Even for its author, Moore’s Law — a predictor of progress in the electronics industry — has been around a lot longer than expected.
“I am amazed. The original prediction was to look 10 years out, which I thought was a stretch,” Intel Corp cofounder Gordon Moore said at an event on Monday to mark 50 years since he postulated that the number of transistors on a computer chip doubles every two years.
For years, critics — including Moore himself — of the 1965 article that foresaw the growth of semiconductors into a US$340 billion market said there would eventually be obstacles that no amount of innovation could overcome.
Yet the assertion has held true for half a century.
Now, the exponential growth in processing power might finally be slowing.
Simply put, the cost of making things smaller — of shrinking the tiny circuits that make up the basic components of every chip — might start to outweigh the benefits.
“Everyone who has predicted the end of Moore’s Law over the last 40 years has been wrong,” said James Plummer, former head of Stanford University’s Engineering department. “That said, it is getting increasingly expensive and more difficult to continue on the trend.”
Computers have become faster every year. Handheld devices have gained the ability to store more pictures and music and to tap into Web-based data and computing resources with fast connections.

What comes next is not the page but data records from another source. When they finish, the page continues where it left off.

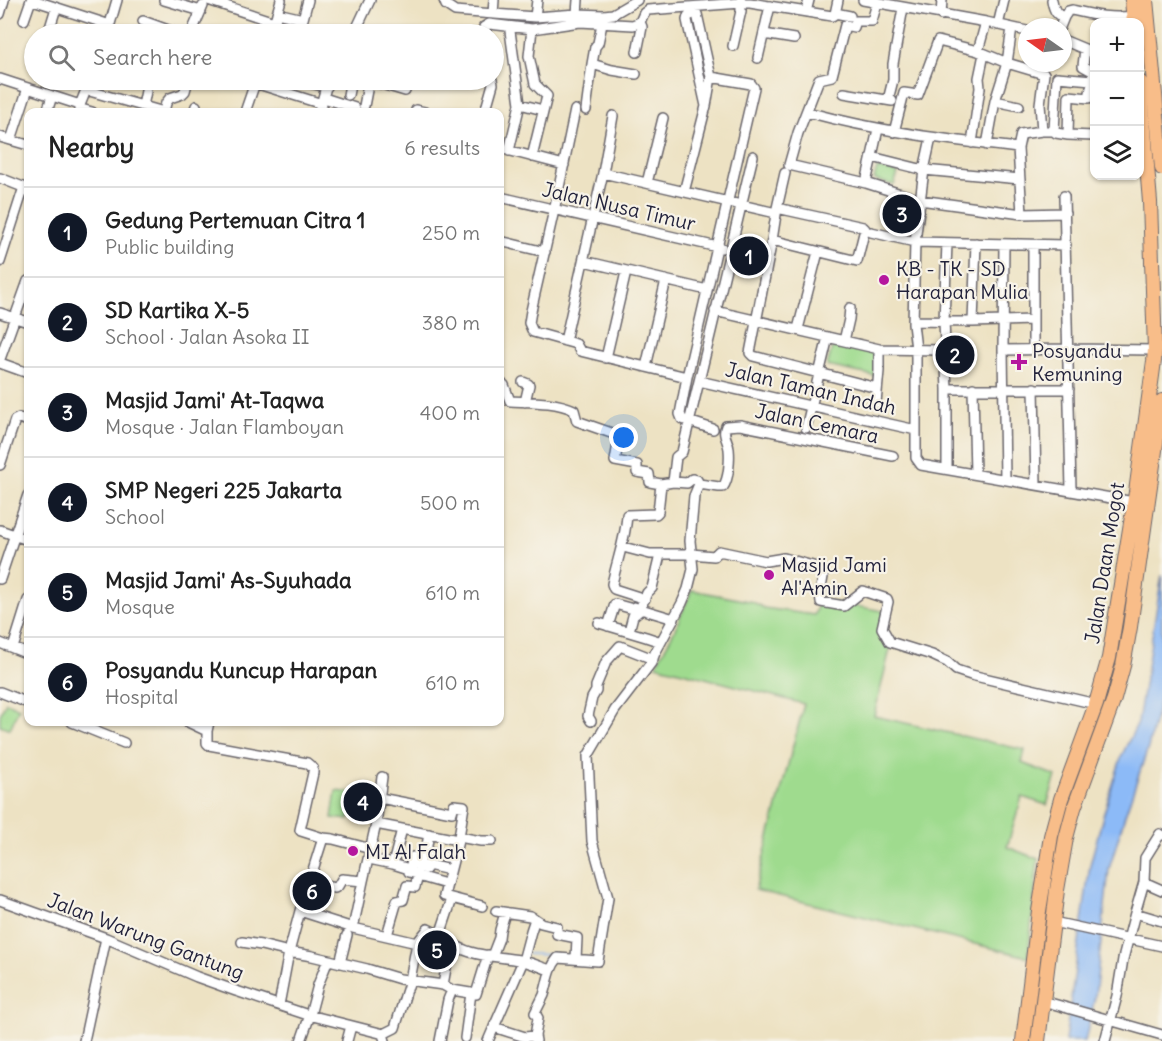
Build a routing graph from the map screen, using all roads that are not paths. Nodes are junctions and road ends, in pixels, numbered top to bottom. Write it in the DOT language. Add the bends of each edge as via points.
graph roads {
  1 [pos="4,0"];
  2 [pos="32,0"];
  3 [pos="117,0"];
  4 [pos="164,0"];
  5 [pos="206,0"];
  6 [pos="281,0"];
  7 [pos="308,0"];
  8 [pos="370,0"];
  9 [pos="444,0"];
  10 [pos="494,0"];
  11 [pos="537,0"];
  12 [pos="578,0"];
  13 [pos="619,0"];
  14 [pos="637,0"];
  15 [pos="809,0"];
  16 [pos="838,0"];
  17 [pos="863,0"];
  18 [pos="942,0"];
  19 [pos="1004,0"];
  20 [pos="1052,0"];
  21 [pos="1132,0"];
  22 [pos="1146,0"];
  23 [pos="741,2"];
  24 [pos="877,3"];
  25 [pos="238,5"];
  26 [pos="777,5"];
  27 [pos="56,8"];
  28 [pos="903,8"];
  29 [pos="201,11"];
  30 [pos="618,11"];
  31 [pos="806,12"];
  32 [pos="835,13"];
  33 [pos="0,14"];
  34 [pos="493,14"];
  35 [pos="577,14"];
  36 [pos="941,15"];
  37 [pos="850,16"];
  38 [pos="276,17"];
  39 [pos="536,17"];
  40 [pos="1061,18"];
  41 [pos="1064,18"];
  42 [pos="1120,18"];
  43 [pos="1133,18"];
  44 [pos="24,20"];
  45 [pos="143,21"];
  46 [pos="640,22"];
  47 [pos="986,22"];
  48 [pos="51,24"];
  49 [pos="94,24"];
  50 [pos="112,24"];
  51 [pos="151,24"];
  52 [pos="195,24"];
  53 [pos="274,24"];
  54 [pos="359,24"];
  55 [pos="602,24"];
  56 [pos="504,25"];
  57 [pos="998,25"];
  58 [pos="532,28"];
  59 [pos="1012,28"];
  60 [pos="1018,29"];
  61 [pos="510,31"];
  62 [pos="764,34"];
  63 [pos="794,39"];
  64 [pos="1072,44"];
  65 [pos="733,46"];
  66 [pos="637,52"];
  67 [pos="981,52"];
  68 [pos="758,58"];
  69 [pos="1007,63"];
  70 [pos="592,64"];
  71 [pos="1094,72"];
  72 [pos="636,74"];
  73 [pos="711,77"];
  74 [pos="0,79"];
  75 [pos="1090,80"];
  76 [pos="24,86"];
  77 [pos="27,90"];
  78 [pos="36,90"];
  79 [pos="86,90"];
  80 [pos="146,90"];
  81 [pos="185,90"];
  82 [pos="253,90"];
  83 [pos="281,90"];
  84 [pos="326,90"];
  85 [pos="349,90"];
  86 [pos="365,90"];
  87 [pos="402,90"];
  88 [pos="491,90"];
  89 [pos="405,91"];
  90 [pos="1090,92"];
  91 [pos="844,93"];
  92 [pos="348,95"];
  93 [pos="52,96"];
  94 [pos="888,100"];
  95 [pos="995,101"];
  96 [pos="901,103"];
  97 [pos="520,104"];
  98 [pos="322,105"];
  99 [pos="143,106"];
  100 [pos="706,106"];
  101 [pos="1019,106"];
  102 [pos="49,108"];
  103 [pos="78,108"];
  104 [pos="80,108"];
  105 [pos="150,108"];
  106 [pos="166,108"];
  107 [pos="246,108"];
  108 [pos="486,108"];
  109 [pos="543,110"];
  110 [pos="574,110"];
  111 [pos="586,110"];
  112 [pos="807,112"];
  113 [pos="613,116"];
  114 [pos="663,118"];
  115 [pos="878,129"];
  116 [pos="1042,131"];
  117 [pos="1054,131"];
  118 [pos="894,132"];
  119 [pos="1068,135"];
  120 [pos="1090,136"];
  121 [pos="0,137"];
  122 [pos="931,138"];
  123 [pos="11,140"];
  124 [pos="972,143"];
  125 [pos="24,144"];
  126 [pos="987,145"];
  127 [pos="1018,148"];
  128 [pos="504,149"];
  129 [pos="1161,150"];
  130 [pos="1144,152"];
  131 [pos="753,156"];
  132 [pos="532,157"];
  133 [pos="872,157"];
  134 [pos="564,165"];
  135 [pos="1162,168"];
  136 [pos="787,169"];
  137 [pos="924,170"];
  138 [pos="603,173"];
  139 [pos="0,178"];
  140 [pos="1020,179"];
  141 [pos="647,183"];
  142 [pos="866,183"];
  143 [pos="24,187"];
  144 [pos="684,192"];
  145 [pos="24,194"];
  146 [pos="1064,196"];
  147 [pos="504,197"];
  148 [pos="920,200"];
  149 [pos="728,202"];
  150 [pos="741,205"];
  151 [pos="554,209"];
  152 [pos="777,210"];
  153 [pos="1065,213"];
  154 [pos="1022,214"];
  155 [pos="593,218"];
  156 [pos="868,230"];
  157 [pos="772,240"];
  158 [pos="504,242"];
  159 [pos="915,242"];
  160 [pos="947,243"];
  161 [pos="976,243"];
  162 [pos="1004,244"];
  163 [pos="1033,245"];
  164 [pos="1066,245"];
  165 [pos="717,247"];
  166 [pos="730,250"];
  167 [pos="545,252"];
  168 [pos="818,252"];
  169 [pos="584,261"];
  170 [pos="0,262"];
  171 [pos="626,272"];
  172 [pos="666,280"];
  173 [pos="707,290"];
  174 [pos="24,292"];
  175 [pos="850,308"];
  176 [pos="715,311"];
  177 [pos="0,313"];
  178 [pos="15,318"];
  179 [pos="757,320"];
  180 [pos="1033,320"];
  181 [pos="24,321"];
  182 [pos="914,321"];
  183 [pos="944,321"];
  184 [pos="1003,321"];
  185 [pos="973,322"];
  186 [pos="798,329"];
  187 [pos="828,337"];
  188 [pos="565,340"];
  189 [pos="844,341"];
  190 [pos="879,349"];
  191 [pos="916,349"];
  192 [pos="1033,349"];
  193 [pos="1068,349"];
  194 [pos="940,350"];
  195 [pos="1003,350"];
  196 [pos="1155,350"];
  197 [pos="606,358"];
  198 [pos="0,361"];
  199 [pos="646,367"];
  200 [pos="24,371"];
  201 [pos="819,373"];
  202 [pos="687,377"];
  203 [pos="699,381"];
  204 [pos="523,382"];
  205 [pos="504,385"];
  206 [pos="877,388"];
  207 [pos="973,388"];
  208 [pos="1003,388"];
  209 [pos="1034,388"];
  210 [pos="947,389"];
  211 [pos="1069,389"];
  212 [pos="1162,401"];
  213 [pos="525,402"];
  214 [pos="876,403"];
  215 [pos="811,407"];
  216 [pos="24,419"];
  217 [pos="685,419"];
  218 [pos="806,428"];
  219 [pos="713,429"];
  220 [pos="916,430"];
  221 [pos="893,456"];
  222 [pos="0,465"];
  223 [pos="947,469"];
  224 [pos="975,474"];
  225 [pos="1005,479"];
  226 [pos="673,482"];
  227 [pos="661,484"];
  228 [pos="699,484"];
  229 [pos="1035,484"];
  230 [pos="1071,490"];
  231 [pos="1134,502"];
  232 [pos="24,507"];
  233 [pos="0,530"];
  234 [pos="15,535"];
  235 [pos="24,538"];
  236 [pos="623,547"];
  237 [pos="691,554"];
  238 [pos="660,555"];
  239 [pos="0,579"];
  240 [pos="645,599"];
  241 [pos="640,609"];
  242 [pos="24,613"];
  243 [pos="674,619"];
  244 [pos="629,631"];
  245 [pos="661,642"];
  246 [pos="0,643"];
  247 [pos="13,648"];
  248 [pos="24,652"];
  249 [pos="653,659"];
  250 [pos="0,692"];
  251 [pos="24,701"];
  252 [pos="1096,704"];
  253 [pos="591,721"];
  254 [pos="82,726"];
  255 [pos="208,727"];
  256 [pos="1084,739"];
  257 [pos="124,743"];
  258 [pos="1098,745"];
  259 [pos="1074,763"];
  260 [pos="1089,770"];
  261 [pos="382,777"];
  262 [pos="466,795"];
  263 [pos="380,798"];
  264 [pos="464,807"];
  265 [pos="376,824"];
  266 [pos="402,829"];
  267 [pos="429,834"];
  268 [pos="1162,835"];
  269 [pos="323,838"];
  270 [pos="459,839"];
  271 [pos="492,841"];
  272 [pos="370,854"];
  273 [pos="453,858"];
  274 [pos="393,864"];
  275 [pos="409,869"];
  276 [pos="450,870"];
  277 [pos="418,876"];
  278 [pos="363,881"];
  279 [pos="1144,882"];
  280 [pos="308,883"];
  281 [pos="446,884"];
  282 [pos="1162,890"];
  283 [pos="452,899"];
  284 [pos="0,900"];
  285 [pos="482,906"];
  286 [pos="300,911"];
  287 [pos="1135,913"];
  288 [pos="536,918"];
  289 [pos="1162,921"];
  290 [pos="1053,922"];
  291 [pos="350,931"];
  292 [pos="387,935"];
  293 [pos="440,935"];
  294 [pos="106,938"];
  295 [pos="1129,938"];
  296 [pos="419,941"];
  297 [pos="242,942"];
  298 [pos="455,945"];
  299 [pos="1162,946"];
  300 [pos="289,952"];
  301 [pos="490,956"];
  302 [pos="523,958"];
  303 [pos="576,958"];
  304 [pos="328,960"];
  305 [pos="340,963"];
  306 [pos="550,970"];
  307 [pos="410,980"];
  308 [pos="447,988"];
  309 [pos="471,993"];
  310 [pos="1047,1003"];
  311 [pos="279,1005"];
  312 [pos="310,1015"];
  313 [pos="1108,1022"];
  314 [pos="351,1026"];
  315 [pos="494,1027"];
  316 [pos="1162,1035"];
  317 [pos="384,1038"];
  318 [pos="465,1038"];
  319 [pos="518,1038"];
  320 [pos="536,1039"];
  321 [pos="84,1041"];
  322 [pos="301,1041"];
  323 [pos="347,1041"];
  324 [pos="440,1041"];
  325 [pos="488,1041"];
  326 [pos="1023,1041"];
  327 [pos="1038,1041"];
  328 [pos="1105,1041"];
  1 -- 33 [label="street"];
  2 -- 27 [label="street"];
  2 -- 44 [label="street"];
  3 -- 50 [label="street"];
  4 -- 29 [label="street"];
  5 -- 25 [label="street"];
  5 -- 29 [label="street"];
  6 -- 38 [label="street"];
  7 -- 38 [label="street" via="302,20"];
  8 -- 54 [label="street"];
  9 -- 34 [label="street" via="455,11"];
  10 -- 34 [label="street"];
  11 -- 39 [label="street"];
  12 -- 35 [label="street"];
  13 -- 30 [label="street"];
  14 -- 30 [label="street"];
  15 -- 31 [label="street"];
  16 -- 32 [label="street"];
  17 -- 24 [label="street"];
  18 -- 36 [label="street"];
  19 -- 57 [label="street"];
  20 -- 40 [label="street"];
  21 -- 43 [label="highway"];
  22 -- 129 [label="highway"];
  23 -- 26 [label="street"];
  23 -- 46 [label="street" via="648,10"];
  23 -- 65 [label="street"];
  24 -- 28 [label="street"];
  24 -- 112 [label="street" via="872,21 856,21 854,27 845,25 832,76 819,79"];
  25 -- 38 [label="street"];
  26 -- 31 [label="street"];
  26 -- 62 [label="street"];
  27 -- 48 [label="street"];
  27 -- 49 [label="street"];
  28 -- 36 [label="street"];
  28 -- 94 [label="street"];
  29 -- 52 [label="street"];
  30 -- 35 [label="street"];
  31 -- 32 [label="street" via="832,16"];
  32 -- 37 [label="street"];
  34 -- 39 [label="street"];
  35 -- 39 [label="street"];
  36 -- 47 [label="street"];
  38 -- 53 [label="street"];
  41 -- 42 [label="street" via="1072,10"];
  45 -- 51 [label="street"];
  46 -- 55 [label="street"];
  46 -- 66 [label="street"];
  47 -- 57 [label="street"];
  47 -- 67 [label="street"];
  55 -- 58 [label="street" via="580,22"];
  55 -- 70 [label="street"];
  56 -- 58 [label="street"];
  57 -- 59 [label="street"];
  58 -- 109 [label="street" via="529,56 536,84 547,96"];
  59 -- 60 [label="street"];
  59 -- 69 [label="street"];
  61 -- 97 [label="street"];
  62 -- 63 [label="street"];
  62 -- 68 [label="street"];
  64 -- 71 [label="street" via="1086,49 1083,66"];
  67 -- 69 [label="street"];
  67 -- 96 [label="street" via="937,41 918,95 904,93"];
  67 -- 124 [label="street"];
  69 -- 95 [label="street"];
  69 -- 116 [label="street" via="1044,74"];
  70 -- 72 [label="street"];
  70 -- 111 [label="street"];
  73 -- 100 [label="street"];
  73 -- 100 [label="street" via="694,14 687,18"];
  73 -- 149 [label="street" via="751,84 754,88"];
  74 -- 76 [label="street"];
  75 -- 117 [label="street" via="1057,77"];
  77 -- 123 [label="street"];
  78 -- 93 [label="street"];
  79 -- 99 [label="street"];
  79 -- 104 [label="street"];
  80 -- 99 [label="street"];
  81 -- 106 [label="street" via="170,98"];
  82 -- 107 [label="street"];
  83 -- 98 [label="street"];
  84 -- 98 [label="street"];
  85 -- 92 [label="street"];
  86 -- 98 [label="street" via="360,107"];
  87 -- 89 [label="street"];
  88 -- 108 [label="street"];
  90 -- 119 [label="street" via="1089,98 1070,96"];
  91 -- 94 [label="street"];
  93 -- 102 [label="street"];
  93 -- 103 [label="street"];
  94 -- 96 [label="street"];
  95 -- 101 [label="street"];
  95 -- 126 [label="street"];
  96 -- 118 [label="street"];
  97 -- 109 [label="street"];
  97 -- 128 [label="street"];
  99 -- 105 [label="street"];
  100 -- 144 [label="street"];
  109 -- 132 [label="street"];
  110 -- 134 [label="street"];
  112 -- 115 [label="street"];
  112 -- 136 [label="street"];
  113 -- 138 [label="street"];
  114 -- 141 [label="street"];
  115 -- 118 [label="street"];
  115 -- 133 [label="street"];
  116 -- 117 [label="street"];
  116 -- 127 [label="street" via="1021,134"];
  117 -- 119 [label="street"];
  118 -- 122 [label="street"];
  119 -- 120 [label="street"];
  121 -- 123 [label="street"];
  122 -- 124 [label="street"];
  122 -- 137 [label="street"];
  123 -- 125 [label="street"];
  124 -- 126 [label="street"];
  126 -- 127 [label="street"];
  127 -- 140 [label="street"];
  128 -- 132 [label="street"];
  129 -- 135 [label="highway"];
  130 -- 196 [label="highway, Jalan Daan Mogot" via="1150,202"];
  131 -- 150 [label="street"];
  132 -- 134 [label="street"];
  133 -- 137 [label="street"];
  133 -- 142 [label="street"];
  134 -- 151 [label="street"];
  136 -- 142 [label="street"];
  136 -- 152 [label="street"];
  137 -- 140 [label="street"];
  137 -- 148 [label="street"];
  138 -- 141 [label="street"];
  138 -- 155 [label="street"];
  139 -- 143 [label="street"];
  140 -- 154 [label="street"];
  141 -- 144 [label="street"];
  142 -- 148 [label="street"];
  144 -- 149 [label="street"];
  145 -- 170 [label="street"];
  146 -- 153 [label="street"];
  147 -- 151 [label="street, Jalan Nusa Timur"];
  148 -- 154 [label="street"];
  148 -- 159 [label="street"];
  149 -- 150 [label="street"];
  149 -- 165 [label="street"];
  150 -- 152 [label="street"];
  150 -- 166 [label="street"];
  151 -- 155 [label="street, Jalan Nusa Timur"];
  151 -- 167 [label="street"];
  152 -- 156 [label="street"];
  152 -- 157 [label="street"];
  153 -- 154 [label="street"];
  153 -- 164 [label="street"];
  155 -- 165 [label="street, Jalan Nusa Timur"];
  155 -- 169 [label="street"];
  156 -- 159 [label="street"];
  156 -- 168 [label="street" via="865,229 857,261"];
  157 -- 168 [label="street"];
  157 -- 179 [label="street"];
  158 -- 167 [label="street"];
  159 -- 160 [label="street"];
  159 -- 182 [label="street"];
  160 -- 161 [label="street"];
  160 -- 183 [label="street"];
  161 -- 162 [label="street"];
  161 -- 185 [label="street"];
  162 -- 163 [label="street"];
  162 -- 184 [label="street"];
  163 -- 164 [label="street"];
  163 -- 180 [label="street"];
  164 -- 193 [label="street"];
  165 -- 166 [label="street, Jalan Nusa Timur"];
  165 -- 173 [label="street"];
  166 -- 176 [label="street"];
  167 -- 188 [label="street" via="529,323 532,332"];
  168 -- 186 [label="street"];
  169 -- 171 [label="street"];
  169 -- 188 [label="street"];
  171 -- 172 [label="street"];
  171 -- 197 [label="street"];
  172 -- 173 [label="street"];
  172 -- 199 [label="street"];
  173 -- 202 [label="street"];
  174 -- 178 [label="street"];
  175 -- 189 [label="street"];
  176 -- 179 [label="street"];
  176 -- 203 [label="street"];
  177 -- 178 [label="street"];
  178 -- 181 [label="street"];
  178 -- 198 [label="street"];
  179 -- 186 [label="street"];
  179 -- 201 [label="street" via="751,355"];
  180 -- 184 [label="street"];
  180 -- 192 [label="street"];
  182 -- 183 [label="street"];
  182 -- 191 [label="street"];
  183 -- 185 [label="street"];
  183 -- 210 [label="street"];
  184 -- 185 [label="street"];
  184 -- 195 [label="street"];
  186 -- 187 [label="street"];
  187 -- 189 [label="street"];
  187 -- 201 [label="street"];
  188 -- 197 [label="street" via="576,344 580,351"];
  189 -- 190 [label="street"];
  190 -- 191 [label="street"];
  190 -- 206 [label="street"];
  191 -- 194 [label="street"];
  191 -- 220 [label="street"];
  192 -- 193 [label="street"];
  192 -- 195 [label="street"];
  193 -- 196 [label="street"];
  193 -- 211 [label="street"];
  195 -- 208 [label="street"];
  196 -- 231 [label="highway, Jalan Daan Mogot"];
  197 -- 199 [label="street"];
  198 -- 200 [label="street"];
  199 -- 202 [label="street"];
  201 -- 206 [label="street"];
  201 -- 215 [label="street"];
  202 -- 217 [label="street"];
  203 -- 215 [label="street, Jalan Taman Indah"];
  203 -- 217 [label="street"];
  204 -- 213 [label="street" via="529,385"];
  205 -- 213 [label="street" via="510,401"];
  206 -- 214 [label="street"];
  207 -- 208 [label="street"];
  207 -- 210 [label="street"];
  207 -- 224 [label="street"];
  208 -- 209 [label="street"];
  208 -- 225 [label="street"];
  209 -- 211 [label="street"];
  209 -- 229 [label="street"];
  210 -- 223 [label="street"];
  211 -- 230 [label="street"];
  212 -- 258 [label="highway, Jalan Daan Mogot" via="1123,666"];
  213 -- 227 [label="street" via="568,407 574,410 578,421 618,435 615,461 637,465 637,472 650,474 650,482"];
  215 -- 218 [label="street"];
  215 -- 220 [label="street, Jalan Taman Indah"];
  216 -- 222 [label="street" via="15,420"];
  217 -- 219 [label="street"];
  217 -- 226 [label="street" via="682,452 676,457"];
  220 -- 223 [label="street" via="919,463"];
  221 -- 228 [label="street, Jalan Cemara" via="740,425 726,426 727,481 723,487"];
  223 -- 224 [label="street"];
  224 -- 225 [label="street"];
  225 -- 229 [label="street"];
  226 -- 227 [label="street"];
  226 -- 228 [label="street" via="687,483 692,479"];
  227 -- 236 [label="street" via="656,514 627,514"];
  228 -- 237 [label="street" via="694,496"];
  229 -- 230 [label="street"];
  230 -- 231 [label="street"];
  231 -- 252 [label="highway, Jalan Daan Mogot" via="1109,658"];
  232 -- 234 [label="street"];
  233 -- 234 [label="street"];
  234 -- 235 [label="street"];
  234 -- 239 [label="street"];
  236 -- 238 [label="street"];
  236 -- 240 [label="street" via="614,589"];
  237 -- 238 [label="street"];
  237 -- 243 [label="street" via="693,569 688,590"];
  237 -- 252 [label="street" via="714,556 722,551 766,561 784,558 820,568 824,571 821,602 844,606 863,591 888,600 882,628 890,642 932,655 956,670"];
  238 -- 240 [label="street" via="652,588"];
  240 -- 241 [label="street"];
  241 -- 243 [label="street"];
  241 -- 244 [label="street" via="633,616"];
  241 -- 244 [label="street" via="615,604 603,625"];
  242 -- 247 [label="street"];
  243 -- 245 [label="street"];
  244 -- 245 [label="street"];
  245 -- 249 [label="street"];
  246 -- 247 [label="street"];
  247 -- 248 [label="street"];
  249 -- 253 [label="street" via="620,646 606,662 596,686 588,716"];
  249 -- 303 [label="street" via="615,710 588,757 592,841 608,898 598,959"];
  250 -- 251 [label="street"];
  252 -- 256 [label="highway, Jalan Daan Mogot"];
  254 -- 257 [label="street"];
  255 -- 269 [label="street" via="209,745 311,765 313,772 300,830"];
  256 -- 258 [label="highway" via="1089,748"];
  256 -- 259 [label="highway, Jalan Daan Mogot"];
  258 -- 260 [label="highway, Jalan Daan Mogot"];
  259 -- 260 [label="highway" via="1084,762"];
  259 -- 326 [label="highway, Jalan Daan Mogot" via="1048,854"];
  260 -- 290 [label="highway, Jalan Daan Mogot" via="1066,838"];
  261 -- 263 [label="street"];
  262 -- 264 [label="street"];
  263 -- 264 [label="street" via="452,813 454,805"];
  263 -- 265 [label="street"];
  264 -- 270 [label="street"];
  265 -- 266 [label="street"];
  265 -- 272 [label="street"];
  266 -- 267 [label="street"];
  266 -- 274 [label="street"];
  267 -- 270 [label="street"];
  267 -- 273 [label="street" via="426,851"];
  268 -- 279 [label="street" via="1145,858"];
  269 -- 272 [label="street"];
  269 -- 280 [label="street"];
  270 -- 271 [label="street"];
  270 -- 273 [label="street"];
  272 -- 274 [label="street"];
  272 -- 278 [label="street"];
  273 -- 276 [label="street"];
  274 -- 275 [label="street"];
  275 -- 276 [label="street" via="413,857 421,858 419,867"];
  275 -- 277 [label="street"];
  276 -- 281 [label="street"];
  277 -- 281 [label="street"];
  277 -- 292 [label="street" via="414,887 407,886 403,900 398,901"];
  278 -- 280 [label="street" via="342,879 334,888"];
  278 -- 291 [label="street"];
  279 -- 282 [label="street"];
  279 -- 287 [label="street"];
  280 -- 286 [label="street"];
  281 -- 283 [label="street" via="444,896"];
  283 -- 285 [label="street"];
  283 -- 293 [label="street"];
  284 -- 294 [label="street, Jalan Warung Gantung"];
  286 -- 291 [label="street"];
  286 -- 300 [label="street"];
  287 -- 289 [label="street"];
  287 -- 295 [label="street"];
  288 -- 301 [label="street" via="501,912 500,938"];
  288 -- 302 [label="street"];
  288 -- 303 [label="street" via="557,927 557,934 577,938"];
  290 -- 295 [label="street"];
  290 -- 310 [label="highway, Jalan Daan Mogot"];
  291 -- 292 [label="street"];
  291 -- 305 [label="street"];
  292 -- 296 [label="street"];
  293 -- 296 [label="street" via="428,929"];
  293 -- 298 [label="street"];
  294 -- 311 [label="street, Jalan Warung Gantung" via="197,977"];
  294 -- 321 [label="street"];
  295 -- 299 [label="street"];
  295 -- 313 [label="street"];
  296 -- 307 [label="street"];
  297 -- 300 [label="street"];
  298 -- 301 [label="street"];
  298 -- 308 [label="street" via="448,957"];
  300 -- 304 [label="street"];
  300 -- 311 [label="street"];
  301 -- 302 [label="street"];
  301 -- 309 [label="street" via="476,994"];
  302 -- 306 [label="street"];
  302 -- 315 [label="street"];
  303 -- 306 [label="street" via="557,958"];
  304 -- 305 [label="street"];
  304 -- 312 [label="street"];
  305 -- 307 [label="street"];
  306 -- 320 [label="street" via="535,1013"];
  307 -- 308 [label="street"];
  307 -- 317 [label="street" via="395,1028"];
  308 -- 309 [label="street"];
  308 -- 324 [label="street"];
  309 -- 318 [label="street"];
  310 -- 313 [label="street"];
  310 -- 327 [label="highway, Jalan Daan Mogot"];
  311 -- 312 [label="street, Jalan Warung Gantung"];
  312 -- 314 [label="street, Jalan Warung Gantung"];
  312 -- 322 [label="street"];
  313 -- 316 [label="street"];
  313 -- 328 [label="street"];
  314 -- 317 [label="street, Jalan Warung Gantung"];
  314 -- 323 [label="street"];
  315 -- 319 [label="street"];
  315 -- 325 [label="street"];
  319 -- 320 [label="street"];
}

The biggest beneficiary of that progress has been the end-user, whose costs have remained relatively constant.
As well as predicting the personal computer more than a decade before the device became a practical reality, Moore’s 1965 article also foresaw the mobile phone, big data and even self-driving cars.
Compared with Intel’s first microprocessor, which debuted in 1971, current models are 4,000 times faster, use about 5,000 times less energy and are 50,000 times cheaper per transistor, according to the company’s Moore’s Law: Fun Facts Web site.
Intel is far from ready to give up and is sticking to its view that there is enough time for its engineering wizards to invent the next miracle.
“It is getting more difficult and progressively more difficult every generation,” said Mark Bohr, who heads Intel’s efforts to advance its production technology. “Engineers love a challenge.”
The challenge with making anything smaller, particularly when billions of circuits are crammed into something the size of a thumbnail, is that there are physical limits that cannot be ignored.
Some of the layers of materials being deposited on discs of silicon to build the chips are atoms thick.
Circuits on chips are getting tinier than the wavelength of light used to burn them onto coated silicon, requiring the use of new technology called extreme ultraviolet lithography, or EUV. Chipmakers and their suppliers have struggled for more than a decade to make the shift to EUV-based manufacturing.
While Taiwan Semiconductor Manufacturing Co (台積電), Intel and Samsung Electronics Co have invested in ASML Holdings NV to accelerate the delivery of next-generation lithography machines, the technology has not been deployed widely.
Delays have happened in the past, but never for so long.
“Every time we have reached what we thought was a roadblock, it turned into a speed bump,” Tirias Research analyst Jim McGregor said. “This time, we have been hitting our heads against the wall for over a decade.”
Moore said he is confident that progress can continue for another five to 10 years.
In the meantime, he is hoping that Intel can call on the kind of engineering talent that for 50 years has found a way to do what seemed impossible.
“Someday it has to stop,” Moore said. “No exponential thing like this goes on forever.”